A Manuel García, El Espartero, se le atribuye la célebre
frase " Más cornás da el hambre". Su ambición, mezclada tal vez con
un toque de soberbia hizo que muriera en al acto entre las astas de un toro de
la respetada ganadería de Miura.
Al hilo de esto,
recuerdo las otras cornás, las que recibimos de amigos que creíamos como tal, y
cuántas veces prometemos y hasta juramos que no nos volverá a ocurrir. En el
lenguaje popular ese estado lo conocemos por "resaviao", dolido por
cualquier acto de crueldad cometido contra nosotros.
La crueldad es
gratuita, seña de identidad de alguien con la incapacidad de argumentar, de una
mínima explicación a su perfidia,
aunque, de cara al exterior manipule y haga lo posible por mantener su falsa
apariencia.

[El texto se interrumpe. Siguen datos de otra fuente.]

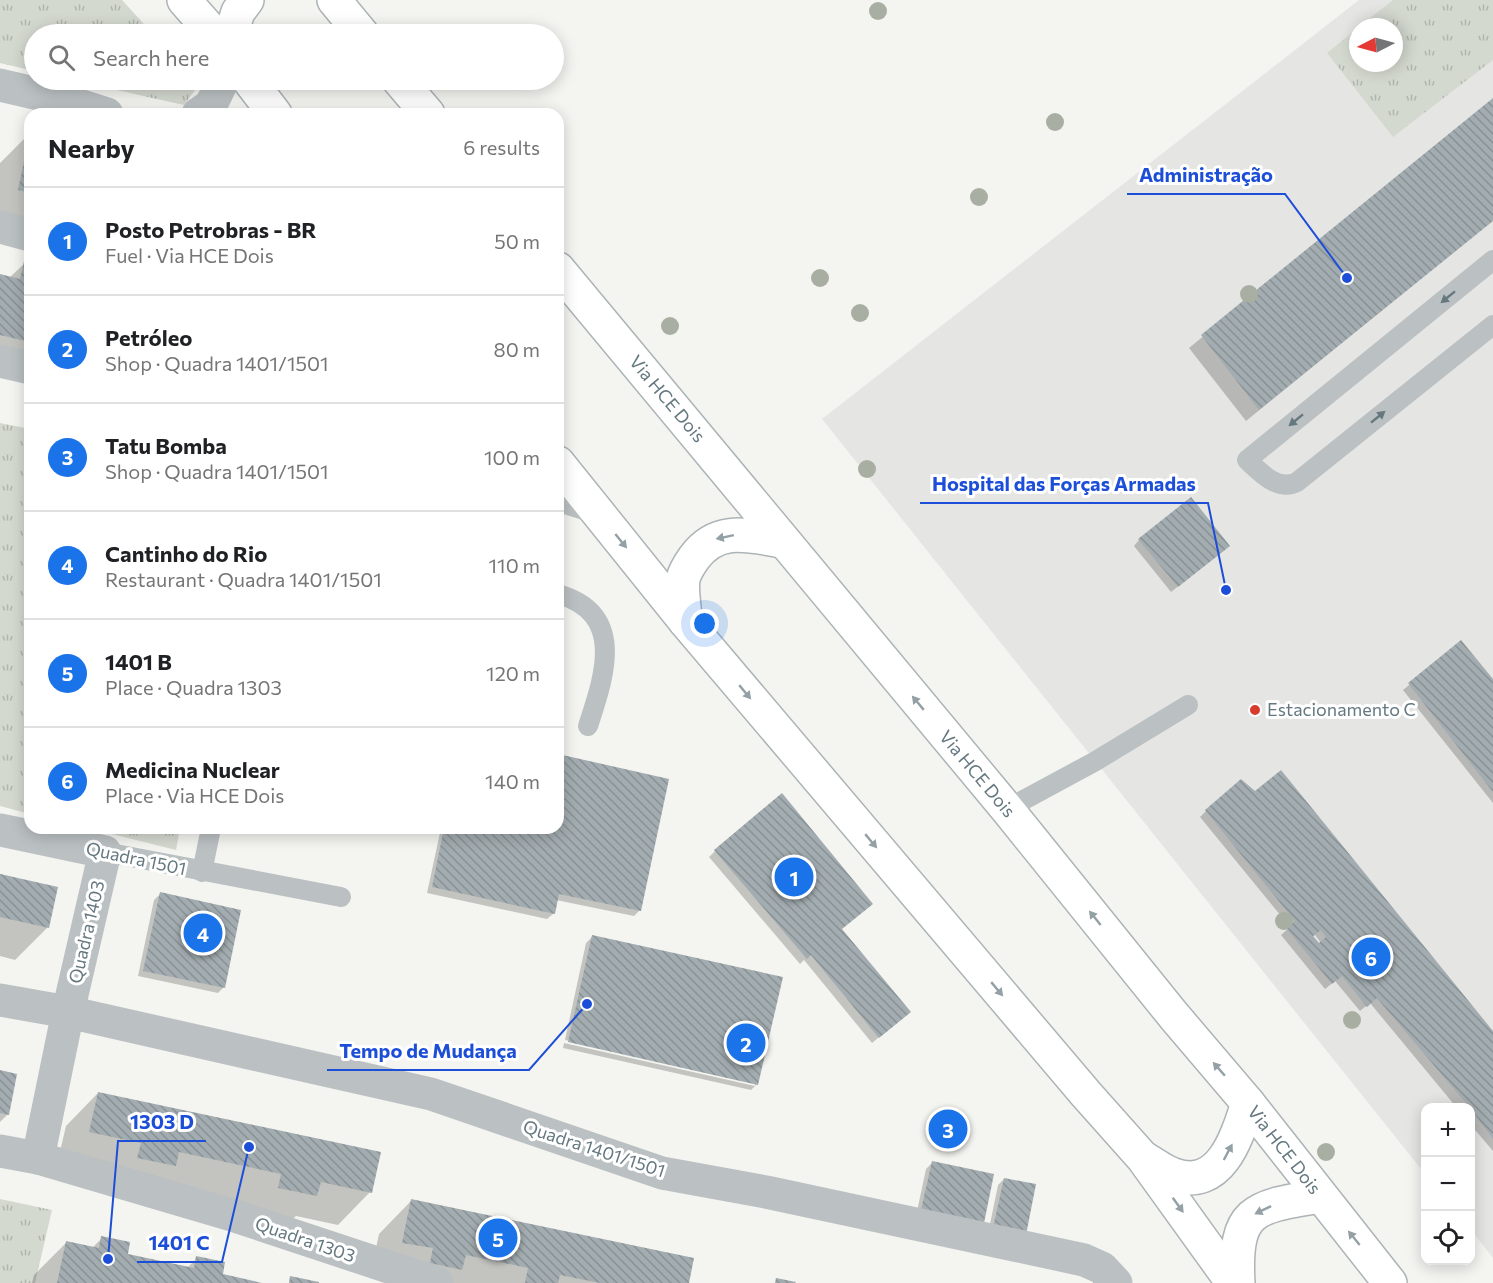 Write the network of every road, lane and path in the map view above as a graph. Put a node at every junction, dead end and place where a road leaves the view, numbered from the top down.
1 (184, 0) edge
2 (247, 0) edge
3 (334, 0) edge
4 (205, 24) edge
5 (234, 24) edge
6 (354, 24) edge
7 (0, 85) edge
8 (218, 90) edge
9 (257, 90) edge
10 (408, 90) edge
11 (85, 108) edge
12 (207, 108) edge
13 (270, 108) edge
14 (423, 108) edge
15 (0, 227) edge
16 (24, 233) edge
17 (1493, 260) edge
18 (564, 276) edge
19 (1493, 325) edge
20 (0, 361) edge
21 (24, 367) edge
22 (564, 470) edge
23 (564, 497) edge
24 (593, 506) junction
25 (782, 541) junction
26 (564, 596) edge
27 (685, 621) junction
28 (1188, 705) dead end
29 (588, 726) dead end
30 (1007, 809) junction
31 (0, 830) edge
32 (210, 834) edge
33 (105, 852) junction
34 (202, 872) junction
35 (341, 897) dead end
36 (0, 1000) edge
37 (68, 1012) junction
38 (1248, 1103) junction
39 (0, 1151) edge
40 (38, 1158) junction
41 (1143, 1158) junction
42 (1320, 1196) junction
43 (436, 1283) edge
44 (1116, 1283) edge
45 (1236, 1283) edge
46 (1390, 1283) edge

1 - 4 main road
2 - 5 main road
3 - 6 main road
7 - 11 street
8 - 12 street
9 - 13 main road
10 - 14 main road
15 - 16 street
17 -> 19 lane
18 - 25 main road, Via HCE Dois
20 - 21 street
22 - 24 main road
23 - 24 street
24 -> 27 main road
25 -> 27 main road
30 -> 25 main road, Via HCE Dois
26 - 29 lane
27 -> 41 main road
28 - 30 lane
38 -> 30 main road, Via HCE Dois
31 - 33 street, Quadra 1501
32 - 34 lane
33 - 34 lane, Quadra 1501
33 - 37 street, Quadra 1403
34 - 35 lane, Quadra 1501
36 - 37 street
37 - 40 street, Quadra 1403
37 - 44 street, Quadra 1401/1501
41 -> 38 main road
38 - 42 main road, Via HCE Dois
39 - 40 street, Quadra 1303
40 - 43 street, Quadra 1303
41 -> 45 main road
42 -> 45 main road
46 -> 42 main road, Via HCE Dois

Confucio también tuvo que sufrir decepciones de este tipo para
sentenciar ese aforismo tabú que pone algo de luz en el proceder de quien
ejerce un tipo determinado de crueldad.
Las “cornás”, en su
acepción de herir, no física, sino mentalmente son nuestro pan de cada día, el
atajo que se toma para romper todo vestigio de cualquier tipo de relación o
convivencia, cuando el capricho del azar y el morbo de lo promiscuo tiene ya
preparado otro rey en sustitución del que murió. Al igual que tras un atentado
terrorista las medidas se extreman, también nosotros nos cubrimos con defensas,
cota de malla en acero templado, aunque siempre lo hacemos “en caliente”,
cuando la “corná” es reciente. Afortunadamente, es el tiempo quien se encarga
de restañar las heridas provocadas en esa “larga cambiada” que es la vida.
Empiezo a entender
ahora a Juan Belmonte, más cercano en el tiempo que El Espartero. Juan Belmonte
equivocó su profesión, porque, aunque no la poseía le apasionaba la cultura. Lo
más granado de la intelectualidad de la época admiraba la profesión de
Belmonte, porque el torero era considerado “maestro”, a la vez que el torero
admiraba y aprendía en las tertulias de los cafés de la época. En sus
desplazamientos al coso siempre llevaba una maleta cargada de libros, no se
sabe si para impresionar o si, realmente leía cuanto la cultura publicaba. No
recuerdo bien si fue Ramón Del Valle Inclán, quien, en un gesto de halago hacia
el torero le dijo:- “maestro, para culminar ese arte, lo único que queda por
ver es que muera en la plaza”, a lo que Juan Belmonte contestó: -“ Se hará lo
que se pueda, se hará lo que se pueda”.
Pero Juan Belmonte
no murió en una plaza, sino en la soledad de su finca sevillana. Lo tenía todo,
pero le faltó lo que tanto admiró y deseó : cultura. Creo que fue el no
complacer a quienes admiraba lo que le indujo a tomar la fatal decisión. Si
hubiese muerto en la plaza entraría por la puerta grande en ese mundo vetado
para él. Y quien en toda su vida convivió con la frustración de no poseer lo
que le obsesionaba tomó el camino más fácil, pero única salida a la crueldad de
la propia vida.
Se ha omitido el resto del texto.